All too often, innovative law enforcement technology products remind us of space tourism: It’s here. It’s out-of-this-world, and it’s cool as hell. But it doesn’t matter how magnificent a technology is if we can’t buy it.
Face it: We’re broke. So what are law enforcement tech vendors doing to help cash-strapped agencies buy the technologies that can change the way we work, make us more effective—and, above all, keep us safer?
The smart ones are creating new ways to sell their products. Increasingly, this means moving from the traditional perpetual license model (in which the customer buys the box or software, runs it and pays for maintenance and support) toward a services, or subscription model. In a services model, the vendor owns the product and provides it to the customer to use. Thus, the vendor deals with updates, new features and wear-and-tear.
There’s a lot to like: It lets the vendor run the product, which it’s good at, and the customer gets the product with no hassles and, more important, no capital expenditure.
“This lets the customer focus on the value the product gives,” says Ralph A. Clark, CEO of ShotSpotter Inc., “and not get bogged down in shenanigans about ‘how do I get it, own it, maintain it,’ etc.”
ShotSpotter is in the process of changing all its domestic sales from a traditional to a service model. In addition to lowering substantially the price of its Gunshot Location System, having the vendor own, configure and maintain all the hardware makes using the system much easier.
The model is well known in the consumer and business markets (you probably use it yourself each year when you buy anti-virus software or “cloud”-based backup for your computer), but in the law enforcement world, education is still needed.
“You need to take some time in the beginning to explain it,” says Laura Teodosio, CEO of Salient Stills Inc., which makes sophisticated and easy-to-use video forensics and analysis software. Teodosio has taken the service model one step further; she allows multiple agencies to contribute to one single concurrent license. Recently, five agencies—three in Massachusetts and two in Rhode Island—chipped in for a single VFPRO license, which they share for $500 per month. Only a handful of Salient Stills’ 308 customers have bought subscriptions, but Teodosio expects that, within three years, services will account for 30% of the firm’s total revenues.
It’s not just about price. Teodosio and Clark agree that the model lets them upgrade their product constantly, invisibly to the user.
“This lets us engage with partners in new ways,” says Clark. “It raises more natural partnership affinities with other vendors selling into the marketplace. It’s a key part of our strategy of engaging multiple vendors, in support of initiatives like Next Generation 9-1-1.”

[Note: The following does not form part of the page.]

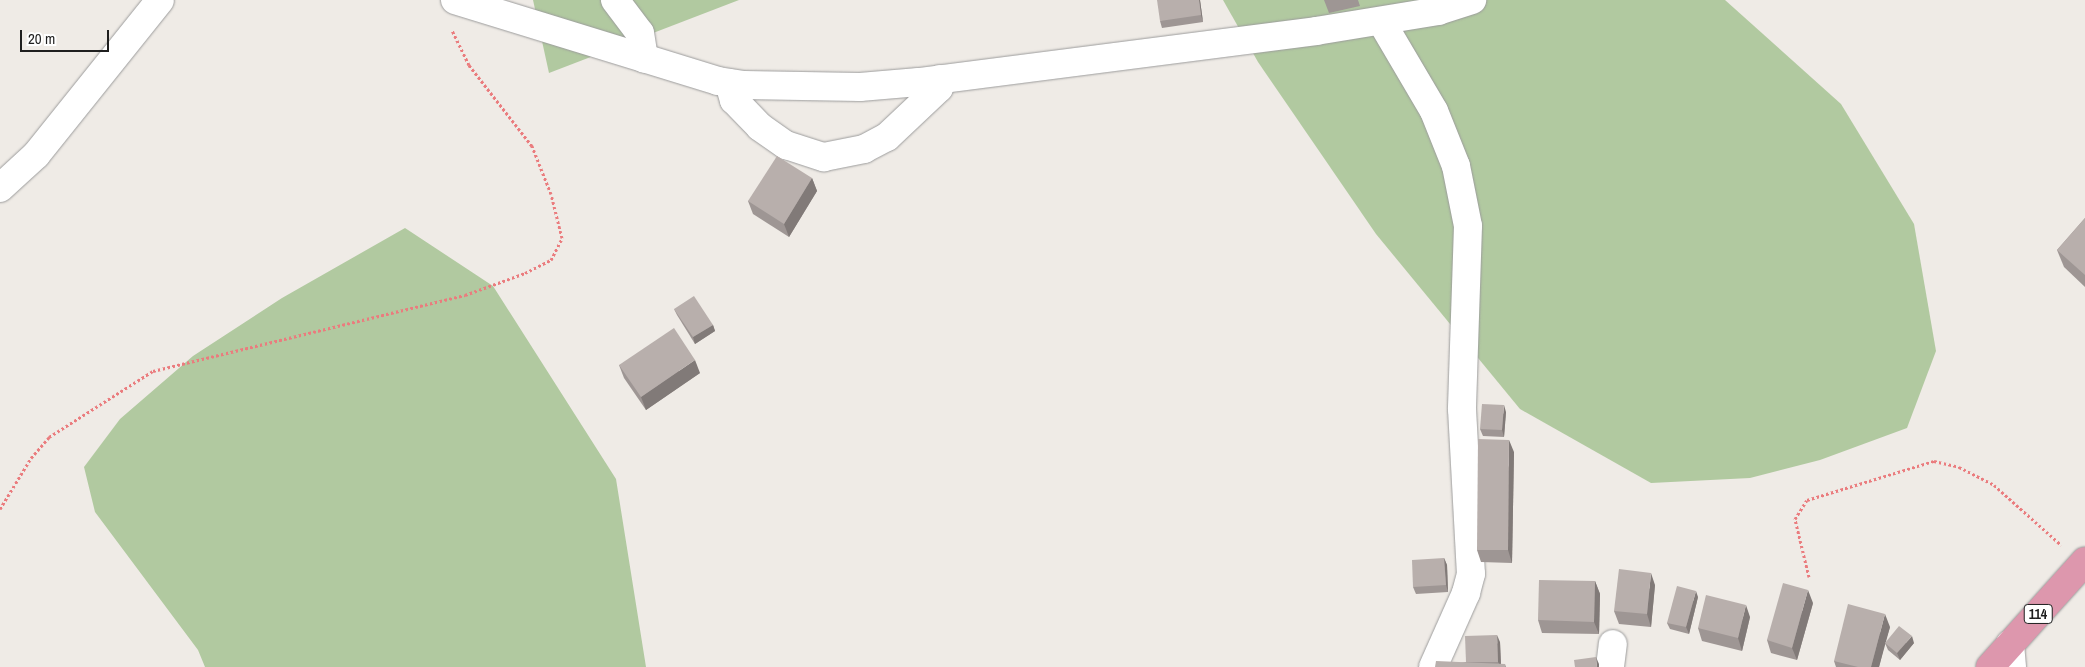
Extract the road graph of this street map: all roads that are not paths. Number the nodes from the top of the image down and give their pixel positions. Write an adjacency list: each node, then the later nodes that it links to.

ShotSpotter also finds that by removing technical issues, customers have the bandwidth to better exploit some of the product’s strategic benefits, like predictive intelligence and community engagement programs.
Some vendors use a hybrid model, with mixed success. Taser’s Axon video product is purchased traditionally, but to use, view or copy the video it produces anywhere other than on its “Tactical Computer,” agencies must upload and pay for a web-based video hosting service. This rankles us because it generates unfair vendor lock-in.
Faced with customers sitting on slashed agency budgets, more vendors of software and hardware for law enforcement will be looking to move to the services model in the coming years.
Don’t get us wrong. We’re not saying a service-model is magic: Emergency mass-alert vendor Nixle has a highly polished, simple interface, and has been subscription since its 2007 launch. The Los Angeles Sheriffs Department loves it. But Nixle enraged some local agencies by changing its price from “Free-to-cops forever!” to about $2,000–$5,000 annually for small agencies. Cops weren’t amused. To combat the disgruntlement issues, Nixle is being up-front about its misstep and is aggressively competing on price (a limited-function free version is available).
Creativity in sales models in one way vendors can help customers, but by no means is it the only way. Bottom line: Customers and vendors must speak more, and more honestly, about their needs. To that end, each month this column will seek ways to encourage open, honest dialogue between technology innovators and their law enforcement agency customers.